Here they come: a slew of late summer and early fall men’s mainstream and designer fragrance launches. I have weeks’ worth of reviewing ahead of me, and everyone who reads this blog regularly knows the chances are slim that one of these fragrances — designed to appeal to a wide audience, everyone from collegiate Lotharios to middle-aged chiropractors — will strike a new chord (or accord) and please me (let alone thrill me).

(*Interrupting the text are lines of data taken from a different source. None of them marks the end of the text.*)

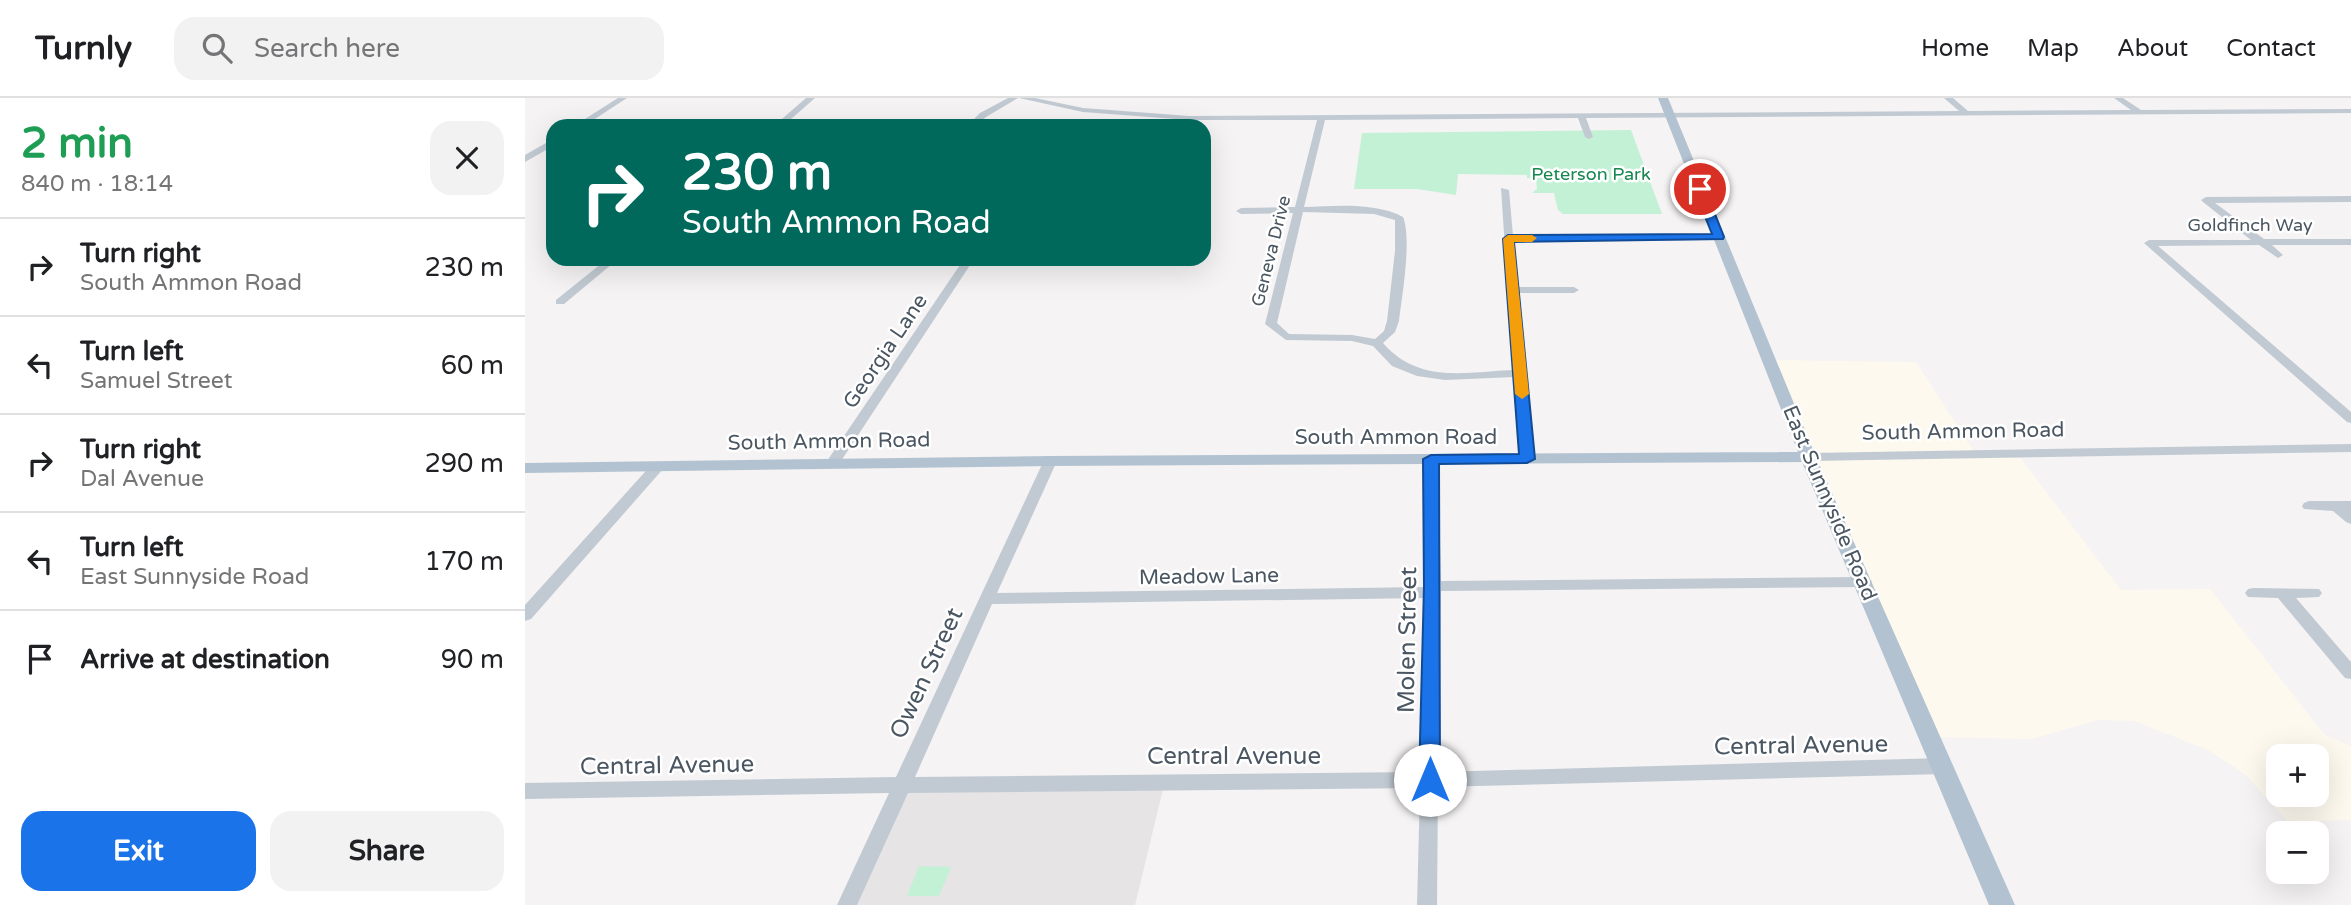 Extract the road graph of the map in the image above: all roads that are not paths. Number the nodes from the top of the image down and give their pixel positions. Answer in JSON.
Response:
{"nodes":[{"id":1,"x":623,"y":98,"type":"edge"},
{"id":2,"x":811,"y":98,"type":"edge"},
{"id":3,"x":1014,"y":98,"type":"edge"},
{"id":4,"x":1023,"y":98,"type":"edge"},
{"id":5,"x":1663,"y":98,"type":"edge"},
{"id":6,"x":1948,"y":98,"type":"edge"},
{"id":7,"x":2119,"y":98,"type":"edge"},
{"id":8,"x":2351,"y":111,"type":"edge"},
{"id":9,"x":2139,"y":113,"type":"junction"},
{"id":10,"x":1966,"y":114,"type":"junction"},
{"id":11,"x":1670,"y":116,"type":"junction"},
{"id":12,"x":1581,"y":117,"type":"junction"},
{"id":13,"x":1321,"y":118,"type":"junction"},
{"id":14,"x":589,"y":119,"type":"edge"},
{"id":15,"x":786,"y":119,"type":"edge"},
{"id":16,"x":979,"y":119,"type":"edge"},
{"id":17,"x":1161,"y":119,"type":"edge"},
{"id":18,"x":1211,"y":121,"type":"edge"},
{"id":19,"x":1589,"y":137,"type":"dead end"},
{"id":20,"x":546,"y":146,"type":"edge"},
{"id":21,"x":525,"y":159,"type":"edge"},
{"id":22,"x":1504,"y":190,"type":"dead end"},
{"id":23,"x":2351,"y":199,"type":"edge"},
{"id":24,"x":1241,"y":211,"type":"dead end"},
{"id":25,"x":1300,"y":211,"type":"junction"},
{"id":26,"x":1719,"y":237,"type":"junction"},
{"id":27,"x":1508,"y":239,"type":"junction"},
{"id":28,"x":2351,"y":242,"type":"edge"},
{"id":29,"x":2262,"y":243,"type":"junction"},
{"id":30,"x":2278,"y":255,"type":"dead end"},
{"id":31,"x":604,"y":266,"type":"edge"},
{"id":32,"x":964,"y":266,"type":"edge"},
{"id":33,"x":1513,"y":290,"type":"junction"},
{"id":34,"x":1574,"y":290,"type":"dead end"},
{"id":35,"x":560,"y":302,"type":"dead end"},
{"id":36,"x":1377,"y":343,"type":"junction"},
{"id":37,"x":1520,"y":373,"type":"junction"},
{"id":38,"x":2351,"y":419,"type":"edge"},
{"id":39,"x":2351,"y":448,"type":"edge"},
{"id":40,"x":1808,"y":457,"type":"junction"},
{"id":41,"x":1431,"y":459,"type":"junction"},
{"id":42,"x":1527,"y":459,"type":"junction"},
{"id":43,"x":1050,"y":461,"type":"junction"},
{"id":44,"x":832,"y":464,"type":"junction"},
{"id":45,"x":658,"y":466,"type":"junction"},
{"id":46,"x":525,"y":468,"type":"edge"},
{"id":47,"x":2309,"y":506,"type":"dead end"},
{"id":48,"x":2344,"y":506,"type":"edge"},
{"id":49,"x":2351,"y":520,"type":"edge"},
{"id":50,"x":1864,"y":582,"type":"junction"},
{"id":51,"x":1432,"y":589,"type":"junction"},
{"id":52,"x":2253,"y":593,"type":"dead end"},
{"id":53,"x":2314,"y":593,"type":"dead end"},
{"id":54,"x":2283,"y":594,"type":"junction"},
{"id":55,"x":987,"y":599,"type":"junction"},
{"id":56,"x":525,"y":615,"type":"edge"},
{"id":57,"x":2351,"y":673,"type":"edge"},
{"id":58,"x":1944,"y":766,"type":"junction"},
{"id":59,"x":1430,"y":780,"type":"junction"},
{"id":60,"x":901,"y":787,"type":"junction"},
{"id":61,"x":525,"y":792,"type":"edge"},
{"id":62,"x":847,"y":905,"type":"edge"},
{"id":63,"x":1427,"y":905,"type":"edge"},
{"id":64,"x":2002,"y":905,"type":"edge"}],
"edges":[{"from":1,"to":14,"type":"street"},
{"from":2,"to":15,"type":"street"},
{"from":3,"to":16,"type":"street"},
{"from":4,"to":17,"type":"street"},
{"from":5,"to":11,"type":"main road","name":"East Sunnyside Road"},
{"from":6,"to":10,"type":"street"},
{"from":7,"to":9,"type":"street"},
{"from":8,"to":9,"type":"street"},
{"from":9,"to":10,"type":"street"},
{"from":10,"to":11,"type":"street"},
{"from":11,"to":12,"type":"street"},
{"from":11,"to":26,"type":"main road","name":"East Sunnyside Road"},
{"from":12,"to":13,"type":"street"},
{"from":12,"to":19,"type":"street"},
{"from":13,"to":18,"type":"street"},
{"from":13,"to":25,"type":"street","name":"Geneva Drive"},
{"from":20,"to":21,"type":"street"},
{"from":22,"to":27,"type":"street"},
{"from":23,"to":29,"type":"street"},
{"from":24,"to":25,"type":"street"},
{"from":25,"to":36,"type":"street","name":"Geneva Drive"},
{"from":25,"to":36,"type":"street"},
{"from":26,"to":27,"type":"street"},
{"from":26,"to":40,"type":"main road","name":"East Sunnyside Road"},
{"from":27,"to":33,"type":"street"},
{"from":28,"to":29,"type":"street","name":"Goldfinch Way"},
{"from":29,"to":30,"type":"street"},
{"from":29,"to":38,"type":"street","name":"Goldfinch Way"},
{"from":31,"to":35,"type":"street"},
{"from":32,"to":44,"type":"street","name":"Georgia Lane"},
{"from":33,"to":34,"type":"street"},
{"from":33,"to":37,"type":"street"},
{"from":36,"to":37,"type":"street"},
{"from":37,"to":42,"type":"street"},
{"from":39,"to":40,"type":"street","name":"South Ammon Road"},
{"from":40,"to":42,"type":"main road","name":"South Ammon Road"},
{"from":40,"to":50,"type":"main road","name":"East Sunnyside Road"},
{"from":41,"to":42,"type":"main road","name":"South Ammon Road"},
{"from":41,"to":43,"type":"main road","name":"South Ammon Road"},
{"from":41,"to":51,"type":"street","name":"Molen Street"},
{"from":43,"to":44,"type":"main road","name":"South Ammon Road"},
{"from":43,"to":55,"type":"street","name":"Owen Street"},
{"from":44,"to":45,"type":"main road","name":"South Ammon Road"},
{"from":45,"to":46,"type":"main road","name":"South Ammon Road"},
{"from":45,"to":56,"type":"street"},
{"from":47,"to":48,"type":"street"},
{"from":48,"to":49,"type":"street"},
{"from":50,"to":51,"type":"street","name":"Meadow Lane"},
{"from":50,"to":58,"type":"main road","name":"East Sunnyside Road"},
{"from":51,"to":55,"type":"street","name":"Meadow Lane"},
{"from":51,"to":59,"type":"street","name":"Molen Street"},
{"from":52,"to":54,"type":"street"},
{"from":53,"to":54,"type":"street"},
{"from":54,"to":57,"type":"street"},
{"from":55,"to":60,"type":"street","name":"Owen Street"},
{"from":58,"to":59,"type":"street","name":"Central Avenue"},
{"from":58,"to":64,"type":"main road","name":"East Sunnyside Road"},
{"from":59,"to":60,"type":"street","name":"Central Avenue"},
{"from":59,"to":63,"type":"street","name":"Molen Street"},
{"from":60,"to":61,"type":"street","name":"Central Avenue"},
{"from":60,"to":62,"type":"street","name":"Owen Street"}]}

Kenzo Power was the first to arrive at my doorstep and if any of you watched the Olympics, you know “performing” first has its pitfalls — the first performer does not want to be average, he wants to astound and dominate the field.

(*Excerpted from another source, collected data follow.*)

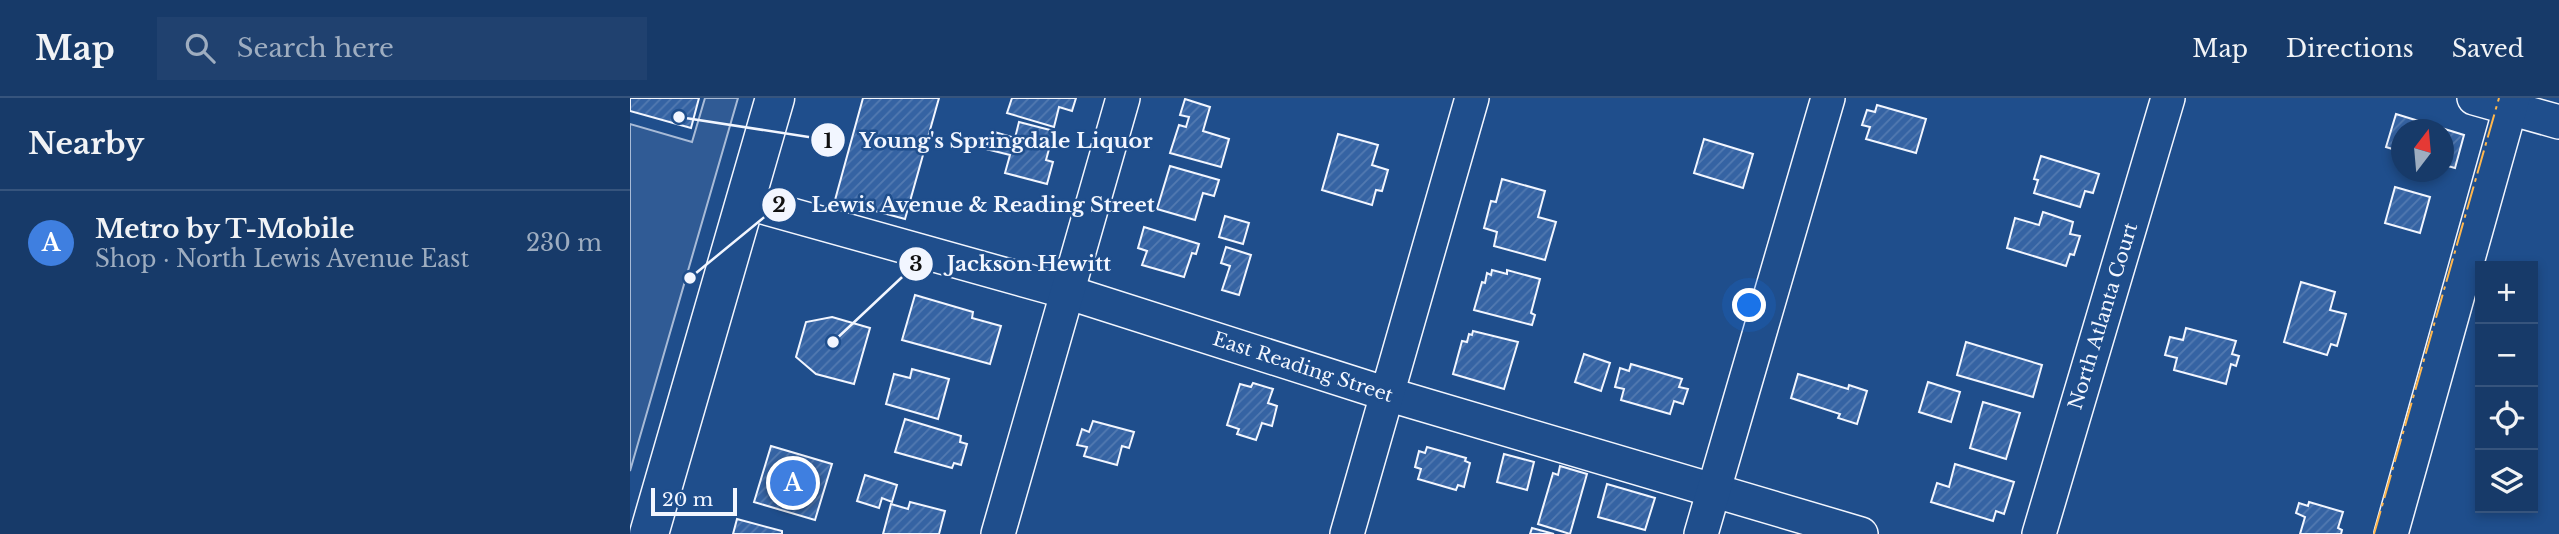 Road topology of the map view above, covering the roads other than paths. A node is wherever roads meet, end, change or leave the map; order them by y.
1 (775, 98) edge
2 (1122, 98) edge
3 (1472, 98) edge
4 (1828, 98) edge
5 (2168, 98) edge
6 (2474, 98) edge
7 (2511, 103) edge
8 (2559, 122) edge
9 (745, 202) junction
10 (1067, 292) junction
11 (1387, 394) junction
12 (1713, 490) junction
13 (649, 534) edge
14 (998, 534) edge
15 (1347, 534) edge
16 (1701, 534) edge
17 (1861, 534) edge
18 (2039, 534) edge
19 (2391, 534) edge

1 - 9 main road
2 - 10 street
3 - 11 street
4 - 12 street
5 - 18 street, North Atlanta Court
6 - 7 street
7 - 8 street
7 - 19 street
9 - 10 street, East Reading Street
9 - 13 main road
10 - 11 street, East Reading Street
10 - 14 street
11 - 12 street, East Reading Street
11 - 15 street
12 - 16 street
12 - 17 street, East Reading Street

Kenzo Power, “A Flower for Men,” was created by perfumer Olivier Polge and is described in Kenzo’s PR materials as “an imaginary flower in the heart of a woody amber-y fragrance”. Kenzo Power contains bergamot, coriander, cardamom, an abstract floral note (created using jasmine, rose and freesia), tolu balsam, cedar wood and labdanum.
I put on cologne first thing in the morning before getting dressed, so I never spray fragrances directly onto my clothes; however, when I first wore Kenzo Power, I applied it mid-day, while fully dressed, and the perfume got on my collar and sleeves. Kenzo Power has a long ‘life span’ on fabric, where it develops differently than it does on skin. (Kenzo Tokyo also smelled different — better — on paper cards that it did on my skin.)

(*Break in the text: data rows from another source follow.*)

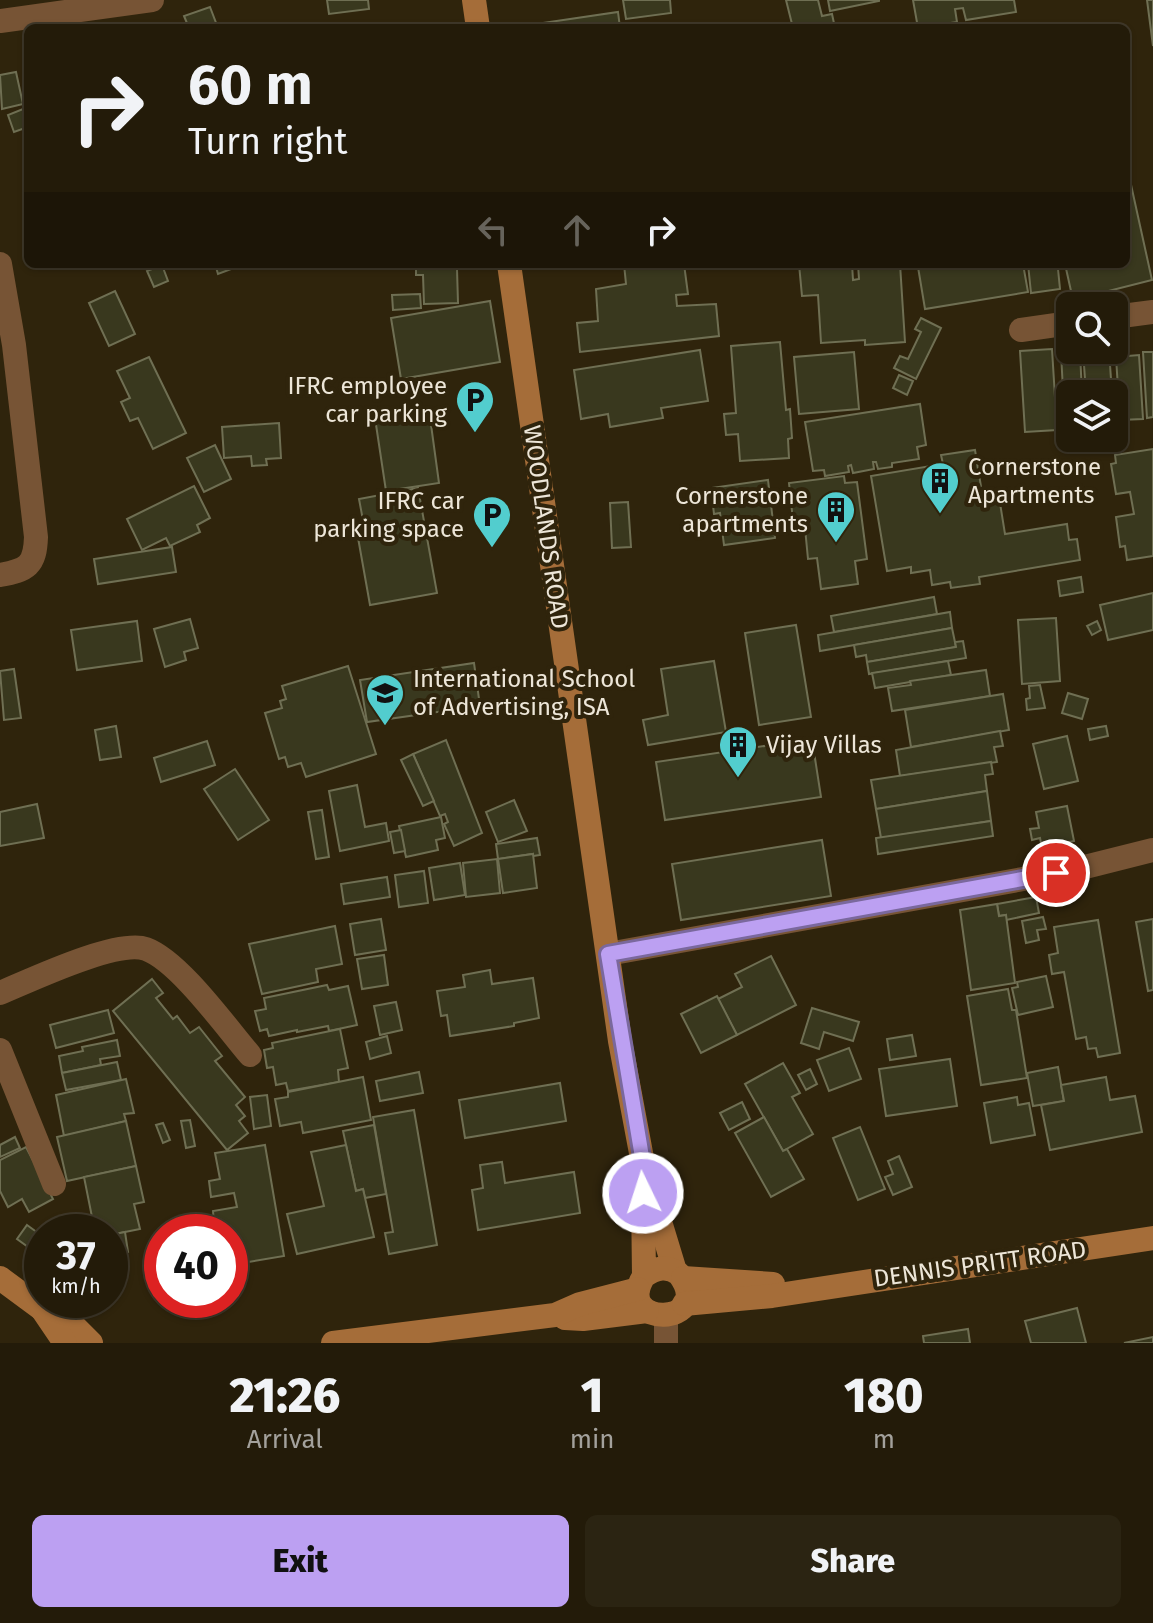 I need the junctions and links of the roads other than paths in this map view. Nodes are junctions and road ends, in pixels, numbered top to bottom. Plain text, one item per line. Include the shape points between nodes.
1 (152, 0) edge
2 (474, 0) edge
3 (0, 21) edge
4 (477, 24) edge
5 (0, 264) edge
6 (510, 268) edge
7 (1153, 312) edge
8 (1128, 315) edge
9 (1056, 325) edge
10 (1021, 330) dead end
11 (0, 575) edge
12 (1153, 850) edge
13 (608, 954) junction
14 (0, 993) edge
15 (0, 1050) edge
16 (250, 1055) dead end
17 (644, 1169) junction
18 (54, 1184) dead end
19 (1153, 1238) edge
20 (679, 1275) junction
21 (0, 1278) edge
22 (807, 1289) junction
23 (24, 1296) edge
24 (656, 1299) junction
25 (48, 1318) edge
26 (64, 1318) edge
27 (505, 1323) junction
28 (388, 1340) edge
29 (65, 1343) edge
30 (91, 1343) edge
31 (333, 1343) edge
32 (520, 1343) edge
33 (666, 1343) edge

1 - 3 street
2 - 4 street
5 - 11 street via 36,537 30,564
6 - 13 street, WOODLANDS ROAD
7 - 8 street
9 - 10 street
12 - 13 street via 1073,870
13 - 17 street, WOODLANDS ROAD
14 - 16 street via 126,946 147,950 174,966
15 - 18 street
17 - 20 street, WOODLANDS ROAD
17 - 24 street, WOODLANDS ROAD
19 - 22 street, DENNIS PRITT ROAD
20 - 22 street, DENNIS PRITT ROAD
20 - 24 street, WOODLANDS ROAD via 687,1291
20 - 24 street, DENNIS PRITT ROAD via 664,1268 653,1270
21 - 23 street
22 - 24 street, DENNIS PRITT ROAD via 772,1296
24 - 27 street via 583,1319 555,1315
24 - 33 street
25 - 29 street
26 - 30 street
27 - 28 street
27 - 32 street
28 - 31 street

Kenzo Power begins with strong vanillic bergamot accented with light coriander and cardamom. After the citrus and spice opening, comes the “abstract floral” accord — it smells a little like osmanthus, a little like green tea and a little like what I’ve come to regard as “water lily” in perfumes. Overall, Kenzo Power’s flower smells fresh-aquatic and artificial. On fabric, the bergamot opening (my favorite phase of Kenzo Power) lasts and lasts and when the flower accord kicks in, it takes up residence in the fabric for hours, remaining bright and blending seamlessly with the spices and wood notes. On skin, Kenzo Power begins to “fragment” and soften within 40 minutes; I can detect faint vanilla-cedar and labdanum in the dry-down. As I’ve worn Kenzo Power over the last week, I’ve come to think of it as a spring fragrance: its floral heart has a “coolness” and “freshness” about it. (Readers in the Southern Hemisphere may want to keep Kenzo Power in mind as spring arrives.) In style, Kenzo Power reminds me of Dsquared2’s He Wood (a scent that still has not arrived in the United States a year after its European launch!)
Kenzo Power performs better than “average” on my Perfume Olympics scoring scale, but I’m usually not a fan of cool, pale, ‘watercolor’ fragrances and I rarely meet an abstract floral accord that keeps me entertained for long. Kenzo Power is much more interesting on fabric and, I assume, paper cards, so put this fragrance on SKIN before buying it. If you like fresh, sheer, lightly spicy, faintly floral fragrances, give Kenzo Power a try. (Kenzo Power was made for men, but women won’t find the fragrance too masculine.)
I like Kenzo Power’s heavy, Kenya Hara-designed stainless steel container (in the shape of a sake bottle). Kenzo Power is available in Eau de Toilette (60 ml., $55, 125 ml., $75, 750 ml. $300) and grooming products; it launches this month in the U.S. at Bloomingdale’s and in Canada at The Bay.